Basato su algoritmi di apprendimento automatico del linguaggio naturale noti come LLM (Large Language Model), ChatGPT analizza enormi quantità di dati da cui deduce i pattern tra una parola e l’altra e “scrive” le risposte. All’aumentare delle dimensioni dei dataset di input e dello spazio dei parametri, aumentano anche le capacità dei modelli LLM. Il modello è stato costruito e messo a punto con GPT-3.5, ma proprio nei giorni scorsi OpenAI ha presentato la nuova versione, GPT-4. La distinzione tra le due può sembrare sottile, ma GPT-4 è stata presentata come più creativa, in grado di gestire istruzioni più complesse e, soprattutto, più affidabile. Nello specifico, la nuova versione si caratterizza per la multimodalità: sarà infatti in grado di accettare sia input testuali che di immagini e di fornire output di testo. GPT-4 genererà, inoltre, stringhe di testo più lunghe, ha l’82% di probabilità in meno di rispondere a richieste di contenuti non consentiti, il 40% in più di probabilità di produrre risposte concrete rispetto al modello precedente e porta con sé nuove opzioni di controllo, quali la possibilità di impostare uno stile o un tono specifico.

Alla luce delle progressive, veloci e importanti innovazioni in materia di intelligenza artificiale, viene da chiedersi quali siano i rischi di questi applicativi. Sistemi come ChatGPT esistono da tempo, sono ampiamente utilizzati e sono stati addestrati a riconoscere temi predefiniti: per esempio, non darà mai risposte a domande a sfondo misogino o razzista, ma non dobbiamo dimenticare che i limiti vengono dai dati inseriti e dallo sviluppo stesso di questi applicativi. Allenandosi sui dati che si trovano in Rete, potrebbero generare risposte non corrette per colpa, per esempio, delle fake news oppure i risultati visivi potrebbero essere realistici, ma non reali. È fondamentale continuare a lavorare per ridurre rischi del genere ed evitare le polarizzazioni. Emblematico è il caso del sistema di recruitment di Amazon, addestrato a riconoscere i candidati “ideali” in base ai dati degli ultimi 10 anni di assunzione da parte dell’azienda stessa. I profili assunti erano per lo più uomini e il sistema aveva “imparato” a non assumere le donne. Lo stesso vale per il sistema utilizzato negli USA per valutare la possibilità di recidive delle persone in carcere: la decisione veniva erroneamente polarizzata sulla razza.

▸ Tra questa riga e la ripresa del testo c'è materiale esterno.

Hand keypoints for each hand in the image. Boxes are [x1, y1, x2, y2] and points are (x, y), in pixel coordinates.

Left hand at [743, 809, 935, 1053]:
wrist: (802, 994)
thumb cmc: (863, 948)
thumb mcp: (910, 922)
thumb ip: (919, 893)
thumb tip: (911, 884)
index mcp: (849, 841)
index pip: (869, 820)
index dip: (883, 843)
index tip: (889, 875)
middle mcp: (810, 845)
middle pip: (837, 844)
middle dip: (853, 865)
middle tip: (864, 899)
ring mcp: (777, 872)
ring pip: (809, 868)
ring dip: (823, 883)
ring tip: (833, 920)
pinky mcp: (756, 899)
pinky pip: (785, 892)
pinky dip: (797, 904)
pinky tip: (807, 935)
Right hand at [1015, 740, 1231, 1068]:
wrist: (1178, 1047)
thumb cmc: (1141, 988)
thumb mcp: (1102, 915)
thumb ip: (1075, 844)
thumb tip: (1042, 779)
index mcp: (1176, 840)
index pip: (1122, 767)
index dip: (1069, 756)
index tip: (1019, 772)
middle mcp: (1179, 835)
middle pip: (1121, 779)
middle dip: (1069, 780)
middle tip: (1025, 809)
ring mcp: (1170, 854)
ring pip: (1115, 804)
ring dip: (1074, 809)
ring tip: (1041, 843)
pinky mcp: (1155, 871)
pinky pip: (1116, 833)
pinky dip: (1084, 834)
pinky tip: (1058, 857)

Errori del genere accadono perché l’intelligenza artificiale impara dall’uomo, apprendendone anche i pregiudizi e i bias: alla comunità scientifica spetta il compito di individuare ed eliminare queste polarizzazioni. L’altro rischio diffuso è legato al timore che le macchine possano sostituire, un giorno, il lavoro dell’uomo: ebbene, la creatività, per nostra fortuna, non potrà mai rientrare nei dati di input e i creativi potranno dormire ancora sonni tranquilli.